OK, maybe it wasn't really a fight to the death in the literal sense. Lohan and Knightley had just previously been reported to be figuratively duking it out for the role of Catherine Earnshaw in the newest version of Emily Bronte's Wuthering Heights. In the end, it's Portman who gets to fall in love with her dark, mysterious, and vindictive stepbrother, Heathcliff out on the English moors.
Did they mean to hire Portman, though? She's a fine actress, and will no doubt pull off the role. There's no problem there. But with Knightley in the running, did they just mistake one for the other? If so, it wouldn't be the first time. Portman's Cathy could probably stand to have a decoy. One for going off to marry mild-mannered Edgar and haunt the windows at Thrushcross Grange while the other one goes traipsing off with Heathcliff for some brooding, forbidden love. Let Portman and Knightley fight that one out to see who plays which role. No one would be any the wiser! Except maybe the accounting department that has to cut checks for an additional top-billed actor.

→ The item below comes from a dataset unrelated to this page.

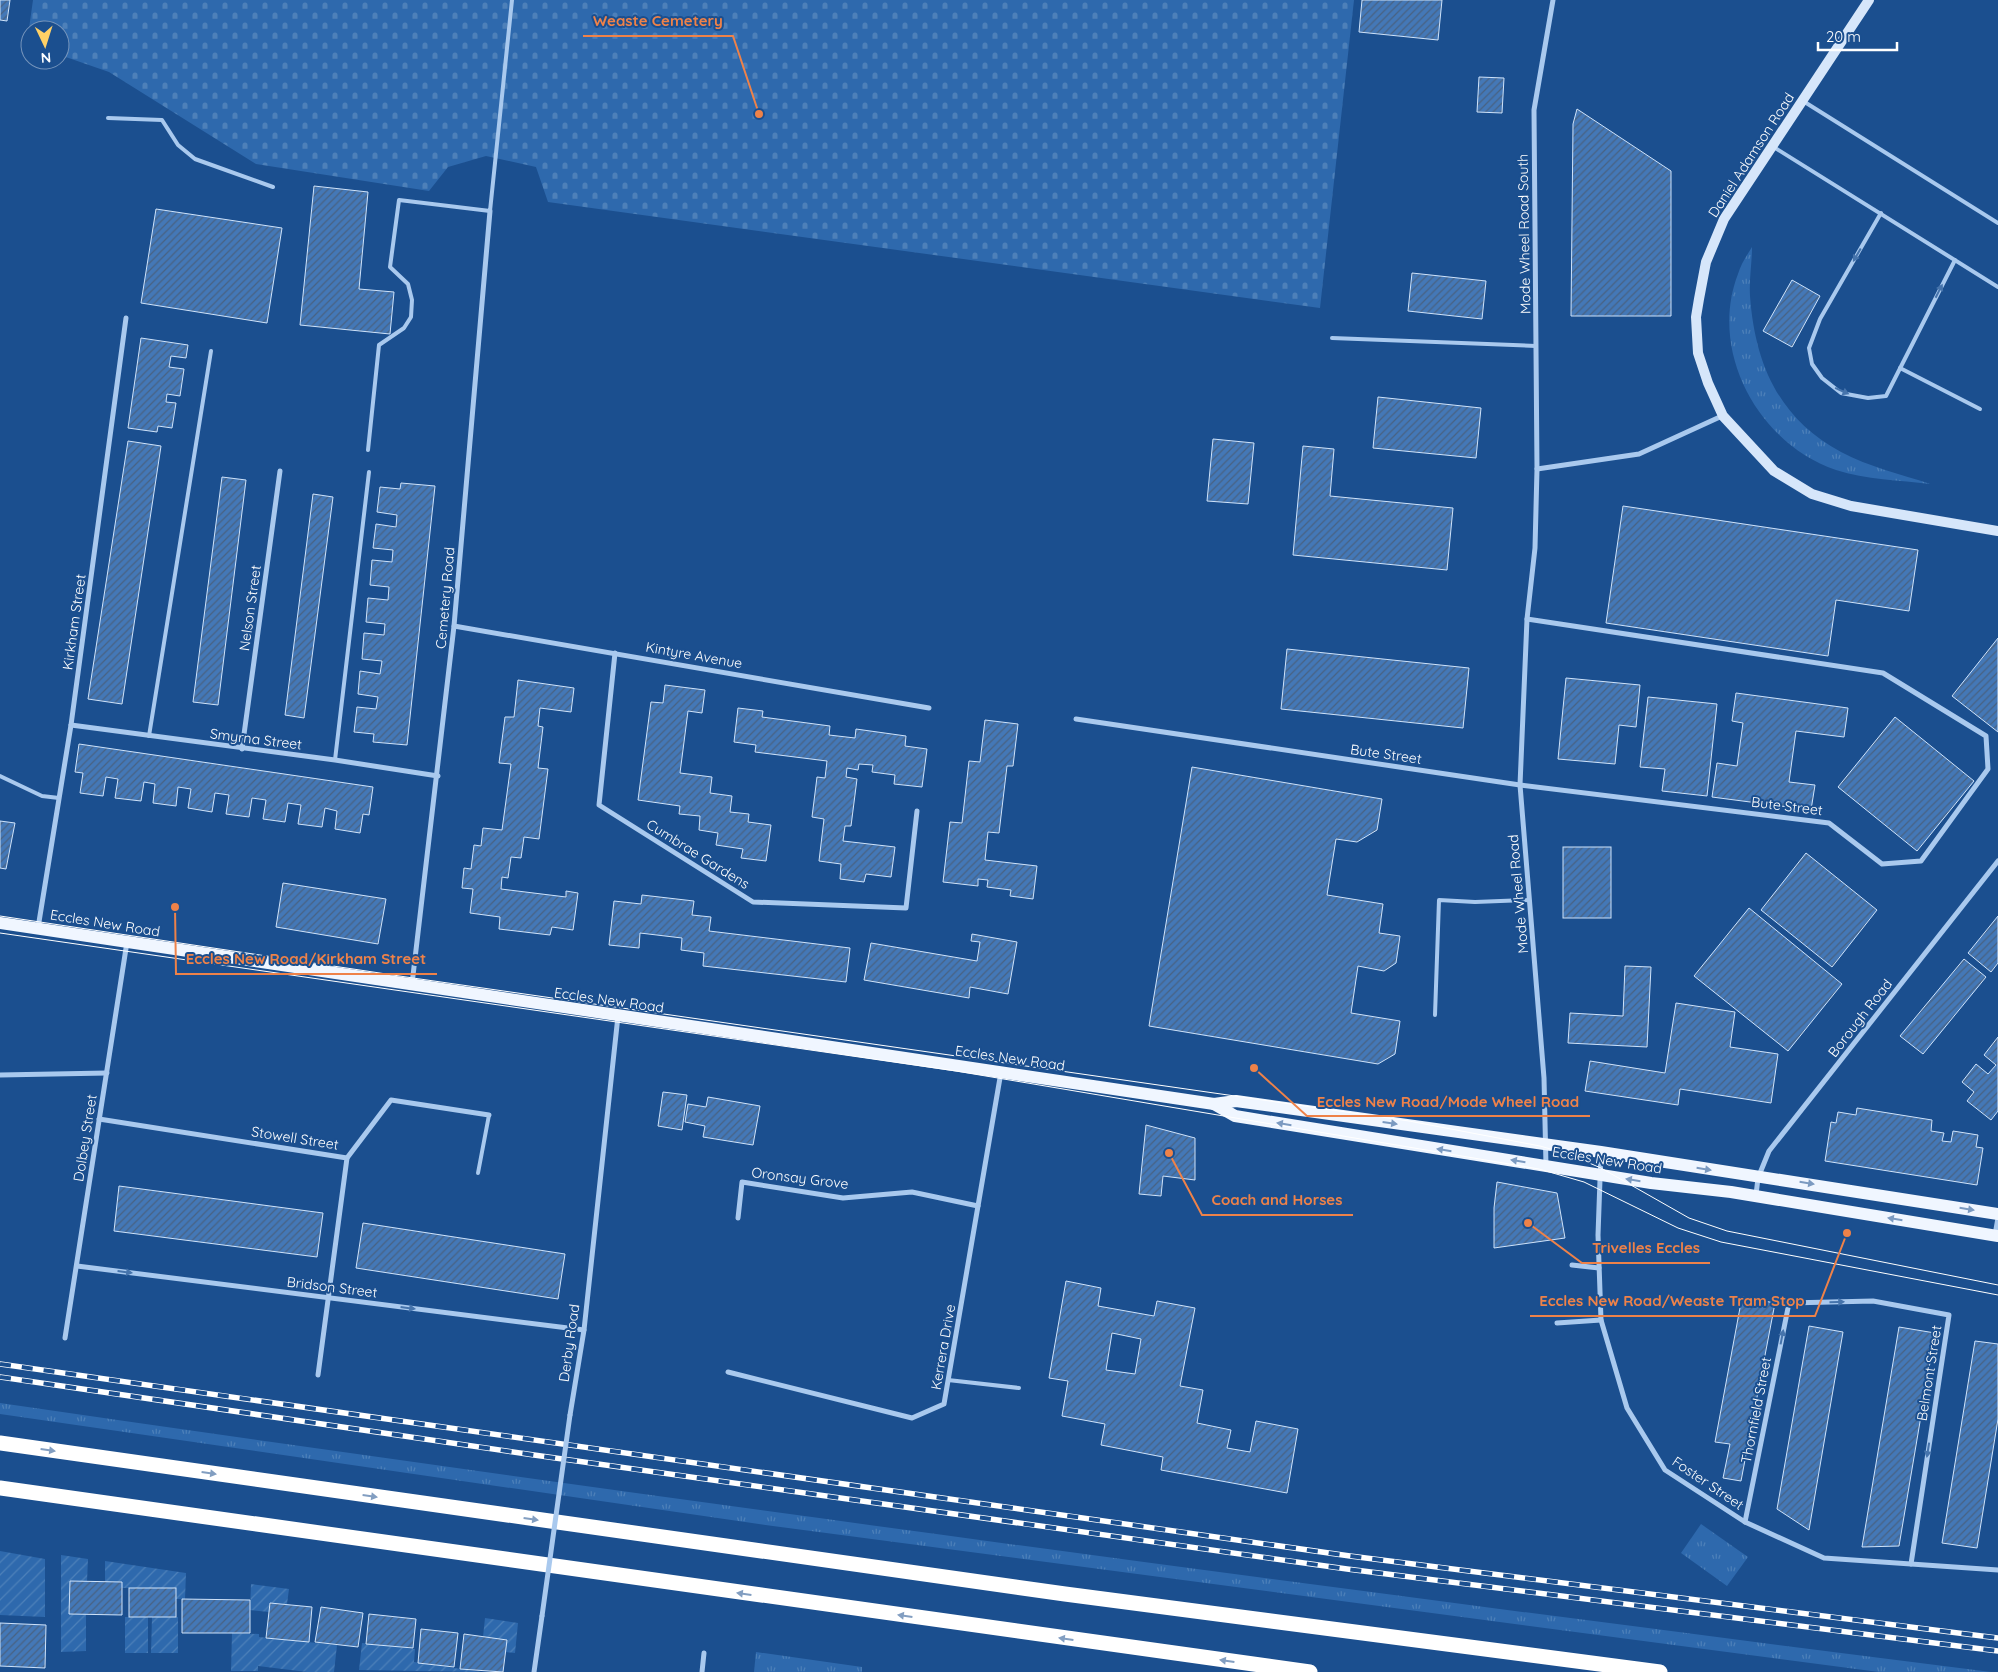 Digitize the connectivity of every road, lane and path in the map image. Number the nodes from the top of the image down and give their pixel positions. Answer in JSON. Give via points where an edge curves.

Really, though, Wuthering Heightshas been told and retold so many times that it might be interesting (hopefully) to see what director John Maybury plans to bring to this latest version. At least there's no sign so far that this will be a hip-hop musical or an MTV original movie, like the most recently retelling of the Bronte classic.
Movie Trivia: Merle Oberon, who starred in what for many is the definitive version with Laurence Olivier, played Anne Boleyn previous to playing Cathy. Portman also played Anne in The Other Boleyn Girl.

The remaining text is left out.